Stored dataset items
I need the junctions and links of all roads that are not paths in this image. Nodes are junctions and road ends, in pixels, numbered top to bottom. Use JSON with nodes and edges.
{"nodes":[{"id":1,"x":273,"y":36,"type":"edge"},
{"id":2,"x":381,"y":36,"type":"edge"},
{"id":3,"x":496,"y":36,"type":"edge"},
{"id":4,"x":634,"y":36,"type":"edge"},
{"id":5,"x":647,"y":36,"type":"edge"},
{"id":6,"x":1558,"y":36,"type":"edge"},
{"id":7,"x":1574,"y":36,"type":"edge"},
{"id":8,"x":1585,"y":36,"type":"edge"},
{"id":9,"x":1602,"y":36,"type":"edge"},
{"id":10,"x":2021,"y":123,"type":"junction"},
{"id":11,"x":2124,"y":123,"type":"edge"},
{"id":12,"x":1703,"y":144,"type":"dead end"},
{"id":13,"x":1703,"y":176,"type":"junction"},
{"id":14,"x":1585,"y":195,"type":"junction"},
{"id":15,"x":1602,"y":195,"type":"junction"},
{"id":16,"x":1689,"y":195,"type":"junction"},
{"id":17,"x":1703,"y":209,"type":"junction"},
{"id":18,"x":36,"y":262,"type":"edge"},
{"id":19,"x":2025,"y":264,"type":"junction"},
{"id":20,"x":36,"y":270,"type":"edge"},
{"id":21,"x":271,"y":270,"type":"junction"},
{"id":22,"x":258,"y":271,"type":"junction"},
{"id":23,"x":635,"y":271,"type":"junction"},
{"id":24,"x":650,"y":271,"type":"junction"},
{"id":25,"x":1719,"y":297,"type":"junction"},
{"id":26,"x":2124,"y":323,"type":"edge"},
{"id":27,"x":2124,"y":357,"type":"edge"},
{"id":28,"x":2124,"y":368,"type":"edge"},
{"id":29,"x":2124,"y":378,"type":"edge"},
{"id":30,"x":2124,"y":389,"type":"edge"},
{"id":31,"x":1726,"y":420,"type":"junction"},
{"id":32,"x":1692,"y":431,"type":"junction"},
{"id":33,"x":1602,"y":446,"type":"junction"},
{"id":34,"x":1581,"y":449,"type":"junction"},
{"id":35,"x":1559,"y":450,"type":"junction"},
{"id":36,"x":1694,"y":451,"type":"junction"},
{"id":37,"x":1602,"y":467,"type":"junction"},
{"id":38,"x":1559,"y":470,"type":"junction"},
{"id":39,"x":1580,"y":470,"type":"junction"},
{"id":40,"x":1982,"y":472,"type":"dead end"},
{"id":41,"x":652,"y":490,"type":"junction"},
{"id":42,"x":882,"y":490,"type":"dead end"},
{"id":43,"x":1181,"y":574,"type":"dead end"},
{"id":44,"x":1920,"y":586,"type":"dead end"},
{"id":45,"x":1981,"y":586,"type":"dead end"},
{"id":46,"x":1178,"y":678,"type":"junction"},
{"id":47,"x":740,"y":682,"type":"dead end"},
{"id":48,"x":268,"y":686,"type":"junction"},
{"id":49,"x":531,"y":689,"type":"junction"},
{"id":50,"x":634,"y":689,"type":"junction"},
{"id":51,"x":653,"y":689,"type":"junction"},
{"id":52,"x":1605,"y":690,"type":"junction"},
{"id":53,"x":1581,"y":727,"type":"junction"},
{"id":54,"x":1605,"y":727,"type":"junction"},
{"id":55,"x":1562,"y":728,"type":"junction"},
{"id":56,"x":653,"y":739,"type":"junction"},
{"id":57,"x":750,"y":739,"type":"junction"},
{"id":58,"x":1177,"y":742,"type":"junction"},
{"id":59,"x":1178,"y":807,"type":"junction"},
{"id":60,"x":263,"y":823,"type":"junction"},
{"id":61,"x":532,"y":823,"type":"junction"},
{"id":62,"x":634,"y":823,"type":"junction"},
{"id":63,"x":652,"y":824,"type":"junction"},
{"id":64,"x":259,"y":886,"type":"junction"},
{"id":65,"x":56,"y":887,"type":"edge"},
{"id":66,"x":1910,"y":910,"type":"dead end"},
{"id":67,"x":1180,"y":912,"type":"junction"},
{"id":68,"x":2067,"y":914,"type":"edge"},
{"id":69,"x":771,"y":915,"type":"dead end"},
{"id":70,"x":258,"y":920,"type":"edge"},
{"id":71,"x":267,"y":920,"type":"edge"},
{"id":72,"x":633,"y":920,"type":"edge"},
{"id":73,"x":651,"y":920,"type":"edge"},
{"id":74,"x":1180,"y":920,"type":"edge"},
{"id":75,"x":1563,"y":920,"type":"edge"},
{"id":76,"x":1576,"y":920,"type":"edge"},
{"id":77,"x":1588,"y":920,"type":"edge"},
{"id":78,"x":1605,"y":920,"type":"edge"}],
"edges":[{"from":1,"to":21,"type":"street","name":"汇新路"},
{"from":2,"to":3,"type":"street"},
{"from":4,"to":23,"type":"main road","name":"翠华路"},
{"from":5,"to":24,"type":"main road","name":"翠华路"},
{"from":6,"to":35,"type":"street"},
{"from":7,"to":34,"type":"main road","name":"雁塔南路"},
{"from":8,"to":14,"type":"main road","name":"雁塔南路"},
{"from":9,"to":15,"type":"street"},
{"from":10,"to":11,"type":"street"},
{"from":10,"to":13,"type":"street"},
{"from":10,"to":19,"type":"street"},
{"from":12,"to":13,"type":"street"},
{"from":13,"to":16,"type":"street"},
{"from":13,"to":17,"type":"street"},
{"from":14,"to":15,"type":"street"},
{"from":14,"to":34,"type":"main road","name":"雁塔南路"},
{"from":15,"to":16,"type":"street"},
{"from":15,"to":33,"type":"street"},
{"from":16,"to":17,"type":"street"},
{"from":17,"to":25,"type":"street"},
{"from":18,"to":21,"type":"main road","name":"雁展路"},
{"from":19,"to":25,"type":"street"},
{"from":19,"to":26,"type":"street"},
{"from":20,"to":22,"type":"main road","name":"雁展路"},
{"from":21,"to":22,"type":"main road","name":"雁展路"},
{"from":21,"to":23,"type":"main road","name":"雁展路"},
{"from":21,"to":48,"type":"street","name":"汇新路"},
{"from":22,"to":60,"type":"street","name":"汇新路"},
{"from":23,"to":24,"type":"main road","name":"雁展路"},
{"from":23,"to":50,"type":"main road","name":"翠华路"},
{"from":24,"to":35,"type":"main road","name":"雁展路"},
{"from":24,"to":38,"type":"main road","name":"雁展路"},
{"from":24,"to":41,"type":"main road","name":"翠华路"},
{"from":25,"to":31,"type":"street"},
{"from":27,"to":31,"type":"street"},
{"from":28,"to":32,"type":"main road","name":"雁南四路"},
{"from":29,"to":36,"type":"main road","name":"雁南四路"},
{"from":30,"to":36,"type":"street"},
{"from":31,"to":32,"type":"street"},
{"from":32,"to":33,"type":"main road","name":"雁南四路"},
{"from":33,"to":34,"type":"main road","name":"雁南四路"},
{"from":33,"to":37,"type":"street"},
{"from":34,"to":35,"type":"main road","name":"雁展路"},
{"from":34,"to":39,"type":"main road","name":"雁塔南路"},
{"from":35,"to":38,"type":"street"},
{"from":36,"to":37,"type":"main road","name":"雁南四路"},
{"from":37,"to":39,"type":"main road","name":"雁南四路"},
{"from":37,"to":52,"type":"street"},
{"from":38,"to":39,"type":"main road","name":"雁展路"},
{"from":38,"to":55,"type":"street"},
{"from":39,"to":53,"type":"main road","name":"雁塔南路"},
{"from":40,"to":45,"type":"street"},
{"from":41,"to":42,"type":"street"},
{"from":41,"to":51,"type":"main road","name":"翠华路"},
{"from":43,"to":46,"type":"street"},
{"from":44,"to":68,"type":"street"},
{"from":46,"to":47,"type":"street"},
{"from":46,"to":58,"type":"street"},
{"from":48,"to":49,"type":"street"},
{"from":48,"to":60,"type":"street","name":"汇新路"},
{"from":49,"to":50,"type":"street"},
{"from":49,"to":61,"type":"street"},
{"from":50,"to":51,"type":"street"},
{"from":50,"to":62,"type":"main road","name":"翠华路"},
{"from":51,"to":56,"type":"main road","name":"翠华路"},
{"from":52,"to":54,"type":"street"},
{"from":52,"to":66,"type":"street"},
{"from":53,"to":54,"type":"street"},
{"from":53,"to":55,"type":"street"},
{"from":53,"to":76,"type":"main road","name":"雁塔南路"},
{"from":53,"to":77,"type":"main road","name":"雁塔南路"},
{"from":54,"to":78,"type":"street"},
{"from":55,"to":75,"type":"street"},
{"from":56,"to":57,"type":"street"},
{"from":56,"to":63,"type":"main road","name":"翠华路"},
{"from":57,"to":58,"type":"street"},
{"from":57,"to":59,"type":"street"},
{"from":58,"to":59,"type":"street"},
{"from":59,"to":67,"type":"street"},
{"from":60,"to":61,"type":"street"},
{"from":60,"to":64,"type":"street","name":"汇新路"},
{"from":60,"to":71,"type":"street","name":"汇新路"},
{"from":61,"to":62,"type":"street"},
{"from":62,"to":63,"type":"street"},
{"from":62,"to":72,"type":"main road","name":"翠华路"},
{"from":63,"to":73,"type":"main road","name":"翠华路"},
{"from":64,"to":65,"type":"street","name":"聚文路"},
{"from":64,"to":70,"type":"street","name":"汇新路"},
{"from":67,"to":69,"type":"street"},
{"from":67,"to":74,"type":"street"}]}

Required work
If a line in the entries above has the word "dead", copy it.

Response to the exercise
{"id":12,"x":1703,"y":144,"type":"dead end"},
{"id":40,"x":1982,"y":472,"type":"dead end"},
{"id":42,"x":882,"y":490,"type":"dead end"},
{"id":43,"x":1181,"y":574,"type":"dead end"},
{"id":44,"x":1920,"y":586,"type":"dead end"},
{"id":45,"x":1981,"y":586,"type":"dead end"},
{"id":47,"x":740,"y":682,"type":"dead end"},
{"id":66,"x":1910,"y":910,"type":"dead end"},
{"id":69,"x":771,"y":915,"type":"dead end"},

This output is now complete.